The house looks unassuming from the outside. Number 4, Rue Normandin
For some strange reason, Katia seems confident that I do understand most of what she says and seems to enjoy talking with me. She asked me to take Annette to school this morning, after she left for work. She repeated the time a couple of times, and I knew she said 8:30-8:45. After she left, though, Ana sat on the stairs outside my room and sniffled a bit and paced around. She walked up to my open bedroom door, but not come in or let me see her. When I came out she would run away, and when I asked her if she wanted to play a game or read to me she claimed to not understand me, and just looked at the floor. I think she was just scared that I didn't know what time we need to leave.

Eventually we left, ten minutes early, and immediately she was happy. She began to talk to me and understand what I said to her.
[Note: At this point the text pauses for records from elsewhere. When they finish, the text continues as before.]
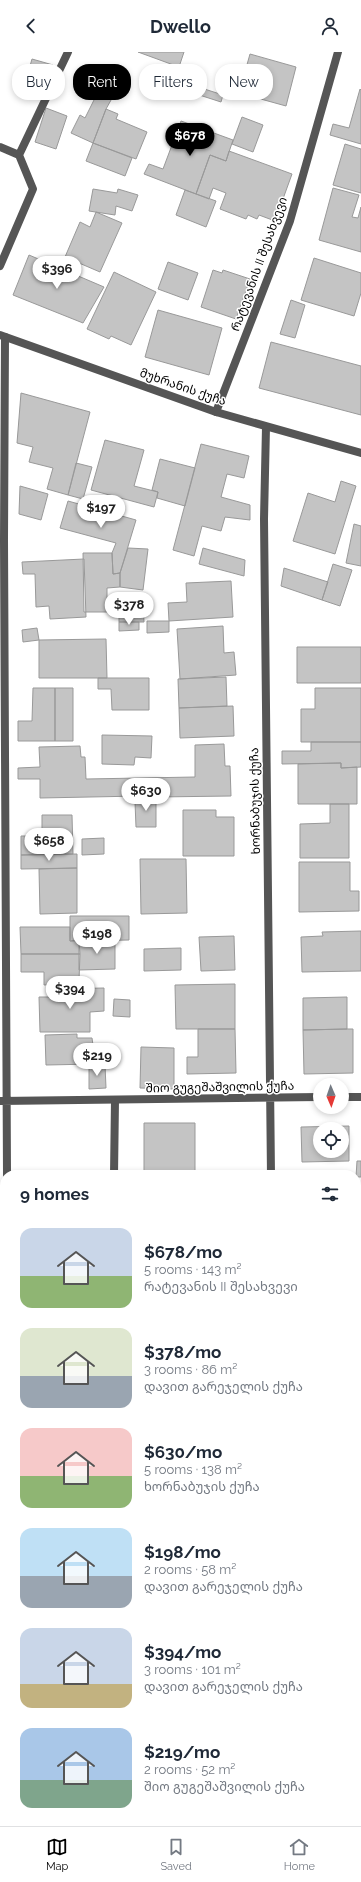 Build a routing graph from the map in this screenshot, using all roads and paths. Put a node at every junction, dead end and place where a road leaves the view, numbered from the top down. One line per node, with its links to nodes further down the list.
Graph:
1 (68, 52): 4 (street)
2 (338, 52): 7 (street, რატევანის II შესახვევი)
3 (0, 147): 4 (street)
4 (19, 155): 5 (street)
5 (0, 266)
6 (2, 336): 7 (street, მუხრანის ქუჩა); 15 (street)
7 (216, 412): 8 (street, მუხრანის ქუჩა)
8 (266, 427): 9 (street, მუხრანის ქუჩა); 13 (street, ხორნაბუჯის ქუჩა)
9 (361, 453)
10 (313, 1097): 13 (street, შიო გუგეშაშვილის ქუჩა)
11 (349, 1097): 12 (street)
12 (361, 1097)
13 (270, 1098): 14 (street, შიო გუგეშაშვილის ქუჩა); 18 (street, ხორნაბუჯის ქუჩა)
14 (115, 1100): 15 (street, შიო გუგეშაშვილის ქუჩა); 17 (street)
15 (3, 1101): 16 (street)
16 (7, 1170)
17 (114, 1170)
18 (271, 1170)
We got to school early of course, and we sat on the steps and she made herself a mustache with her ponytail and giggled a lot and I asked her a lot of simple questions. French children are adorable, partly because they all pull along rolley backpacks and clank them carelessly up the stairs like they are incorrigible puppies.
Two important things: we have a beautiful garden and my room is really cute with a lofted bed. An assistant I met last night described it as a tree-fort bed (she has one too). And see the big polka dots on the walls? Looks like a target ad.

I know I haven't described it at all yet, but La Rochelle is really, really lovely. More soon once I take some pictures!